▸ About this task
Restate the records so that not a single word differs.

(Records provided begins)

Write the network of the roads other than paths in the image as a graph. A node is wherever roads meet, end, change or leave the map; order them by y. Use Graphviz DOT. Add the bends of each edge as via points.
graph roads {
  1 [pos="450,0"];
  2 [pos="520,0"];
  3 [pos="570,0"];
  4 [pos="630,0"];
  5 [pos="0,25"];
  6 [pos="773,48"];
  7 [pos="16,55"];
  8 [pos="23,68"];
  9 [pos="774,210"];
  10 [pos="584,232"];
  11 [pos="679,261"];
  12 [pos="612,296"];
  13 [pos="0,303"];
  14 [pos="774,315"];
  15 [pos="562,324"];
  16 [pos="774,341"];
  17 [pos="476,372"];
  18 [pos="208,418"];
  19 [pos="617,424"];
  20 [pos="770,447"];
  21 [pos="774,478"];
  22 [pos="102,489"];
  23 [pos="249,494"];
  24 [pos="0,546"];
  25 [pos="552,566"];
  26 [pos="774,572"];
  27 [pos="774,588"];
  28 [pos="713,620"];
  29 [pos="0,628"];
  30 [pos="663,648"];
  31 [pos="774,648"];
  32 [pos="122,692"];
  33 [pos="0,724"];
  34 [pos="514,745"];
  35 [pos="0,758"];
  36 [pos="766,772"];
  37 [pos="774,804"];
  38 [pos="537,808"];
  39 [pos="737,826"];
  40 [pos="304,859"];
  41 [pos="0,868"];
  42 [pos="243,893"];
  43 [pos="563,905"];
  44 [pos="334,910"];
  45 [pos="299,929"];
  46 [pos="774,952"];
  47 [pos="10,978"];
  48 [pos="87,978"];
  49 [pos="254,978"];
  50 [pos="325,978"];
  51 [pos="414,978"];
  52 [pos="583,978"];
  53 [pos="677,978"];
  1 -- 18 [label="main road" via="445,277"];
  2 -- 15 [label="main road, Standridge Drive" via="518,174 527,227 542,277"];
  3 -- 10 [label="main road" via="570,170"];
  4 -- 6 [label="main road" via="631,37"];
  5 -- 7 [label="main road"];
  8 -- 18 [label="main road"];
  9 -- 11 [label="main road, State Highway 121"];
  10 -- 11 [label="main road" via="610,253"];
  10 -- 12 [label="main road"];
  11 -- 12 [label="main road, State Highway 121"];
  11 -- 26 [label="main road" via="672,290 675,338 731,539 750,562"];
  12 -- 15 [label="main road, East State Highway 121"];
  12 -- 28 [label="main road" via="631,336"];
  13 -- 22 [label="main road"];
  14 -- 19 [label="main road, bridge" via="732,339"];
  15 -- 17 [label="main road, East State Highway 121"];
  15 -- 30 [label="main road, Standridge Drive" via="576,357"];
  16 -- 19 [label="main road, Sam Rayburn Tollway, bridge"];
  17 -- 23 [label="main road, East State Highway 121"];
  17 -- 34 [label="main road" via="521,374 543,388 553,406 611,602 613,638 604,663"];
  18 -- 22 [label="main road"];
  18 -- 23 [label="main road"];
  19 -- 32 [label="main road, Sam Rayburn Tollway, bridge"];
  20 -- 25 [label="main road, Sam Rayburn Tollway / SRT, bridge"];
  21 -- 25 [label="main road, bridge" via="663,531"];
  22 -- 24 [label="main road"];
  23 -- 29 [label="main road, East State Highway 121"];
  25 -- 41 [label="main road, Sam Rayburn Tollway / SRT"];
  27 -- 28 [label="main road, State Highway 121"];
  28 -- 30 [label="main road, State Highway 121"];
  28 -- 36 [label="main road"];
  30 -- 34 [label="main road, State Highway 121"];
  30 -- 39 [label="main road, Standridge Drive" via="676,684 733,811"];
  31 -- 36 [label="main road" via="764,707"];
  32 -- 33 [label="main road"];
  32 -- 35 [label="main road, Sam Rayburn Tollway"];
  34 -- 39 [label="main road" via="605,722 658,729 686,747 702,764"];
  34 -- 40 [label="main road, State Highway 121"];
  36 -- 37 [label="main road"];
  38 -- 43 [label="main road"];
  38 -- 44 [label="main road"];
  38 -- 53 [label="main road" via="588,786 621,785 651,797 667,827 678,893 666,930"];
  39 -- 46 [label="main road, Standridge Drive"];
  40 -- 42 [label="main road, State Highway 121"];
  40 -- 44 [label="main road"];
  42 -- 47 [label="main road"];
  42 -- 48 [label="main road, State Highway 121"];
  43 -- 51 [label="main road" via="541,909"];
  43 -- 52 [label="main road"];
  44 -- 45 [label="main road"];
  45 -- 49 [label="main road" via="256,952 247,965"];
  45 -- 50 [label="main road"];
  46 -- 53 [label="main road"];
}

(Records provided ends)

▸ Response
Write the network of the roads other than paths in the image as a graph. A node is wherever roads meet, end, change or leave the map; order them by y. Use Graphviz DOT. Add the bends of each edge as via points.
graph roads {
  1 [pos="450,0"];
  2 [pos="520,0"];
  3 [pos="570,0"];
  4 [pos="630,0"];
  5 [pos="0,25"];
  6 [pos="773,48"];
  7 [pos="16,55"];
  8 [pos="23,68"];
  9 [pos="774,210"];
  10 [pos="584,232"];
  11 [pos="679,261"];
  12 [pos="612,296"];
  13 [pos="0,303"];
  14 [pos="774,315"];
  15 [pos="562,324"];
  16 [pos="774,341"];
  17 [pos="476,372"];
  18 [pos="208,418"];
  19 [pos="617,424"];
  20 [pos="770,447"];
  21 [pos="774,478"];
  22 [pos="102,489"];
  23 [pos="249,494"];
  24 [pos="0,546"];
  25 [pos="552,566"];
  26 [pos="774,572"];
  27 [pos="774,588"];
  28 [pos="713,620"];
  29 [pos="0,628"];
  30 [pos="663,648"];
  31 [pos="774,648"];
  32 [pos="122,692"];
  33 [pos="0,724"];
  34 [pos="514,745"];
  35 [pos="0,758"];
  36 [pos="766,772"];
  37 [pos="774,804"];
  38 [pos="537,808"];
  39 [pos="737,826"];
  40 [pos="304,859"];
  41 [pos="0,868"];
  42 [pos="243,893"];
  43 [pos="563,905"];
  44 [pos="334,910"];
  45 [pos="299,929"];
  46 [pos="774,952"];
  47 [pos="10,978"];
  48 [pos="87,978"];
  49 [pos="254,978"];
  50 [pos="325,978"];
  51 [pos="414,978"];
  52 [pos="583,978"];
  53 [pos="677,978"];
  1 -- 18 [label="main road" via="445,277"];
  2 -- 15 [label="main road, Standridge Drive" via="518,174 527,227 542,277"];
  3 -- 10 [label="main road" via="570,170"];
  4 -- 6 [label="main road" via="631,37"];
  5 -- 7 [label="main road"];
  8 -- 18 [label="main road"];
  9 -- 11 [label="main road, State Highway 121"];
  10 -- 11 [label="main road" via="610,253"];
  10 -- 12 [label="main road"];
  11 -- 12 [label="main road, State Highway 121"];
  11 -- 26 [label="main road" via="672,290 675,338 731,539 750,562"];
  12 -- 15 [label="main road, East State Highway 121"];
  12 -- 28 [label="main road" via="631,336"];
  13 -- 22 [label="main road"];
  14 -- 19 [label="main road, bridge" via="732,339"];
  15 -- 17 [label="main road, East State Highway 121"];
  15 -- 30 [label="main road, Standridge Drive" via="576,357"];
  16 -- 19 [label="main road, Sam Rayburn Tollway, bridge"];
  17 -- 23 [label="main road, East State Highway 121"];
  17 -- 34 [label="main road" via="521,374 543,388 553,406 611,602 613,638 604,663"];
  18 -- 22 [label="main road"];
  18 -- 23 [label="main road"];
  19 -- 32 [label="main road, Sam Rayburn Tollway, bridge"];
  20 -- 25 [label="main road, Sam Rayburn Tollway / SRT, bridge"];
  21 -- 25 [label="main road, bridge" via="663,531"];
  22 -- 24 [label="main road"];
  23 -- 29 [label="main road, East State Highway 121"];
  25 -- 41 [label="main road, Sam Rayburn Tollway / SRT"];
  27 -- 28 [label="main road, State Highway 121"];
  28 -- 30 [label="main road, State Highway 121"];
  28 -- 36 [label="main road"];
  30 -- 34 [label="main road, State Highway 121"];
  30 -- 39 [label="main road, Standridge Drive" via="676,684 733,811"];
  31 -- 36 [label="main road" via="764,707"];
  32 -- 33 [label="main road"];
  32 -- 35 [label="main road, Sam Rayburn Tollway"];
  34 -- 39 [label="main road" via="605,722 658,729 686,747 702,764"];
  34 -- 40 [label="main road, State Highway 121"];
  36 -- 37 [label="main road"];
  38 -- 43 [label="main road"];
  38 -- 44 [label="main road"];
  38 -- 53 [label="main road" via="588,786 621,785 651,797 667,827 678,893 666,930"];
  39 -- 46 [label="main road, Standridge Drive"];
  40 -- 42 [label="main road, State Highway 121"];
  40 -- 44 [label="main road"];
  42 -- 47 [label="main road"];
  42 -- 48 [label="main road, State Highway 121"];
  43 -- 51 [label="main road" via="541,909"];
  43 -- 52 [label="main road"];
  44 -- 45 [label="main road"];
  45 -- 49 [label="main road" via="256,952 247,965"];
  45 -- 50 [label="main road"];
  46 -- 53 [label="main road"];
}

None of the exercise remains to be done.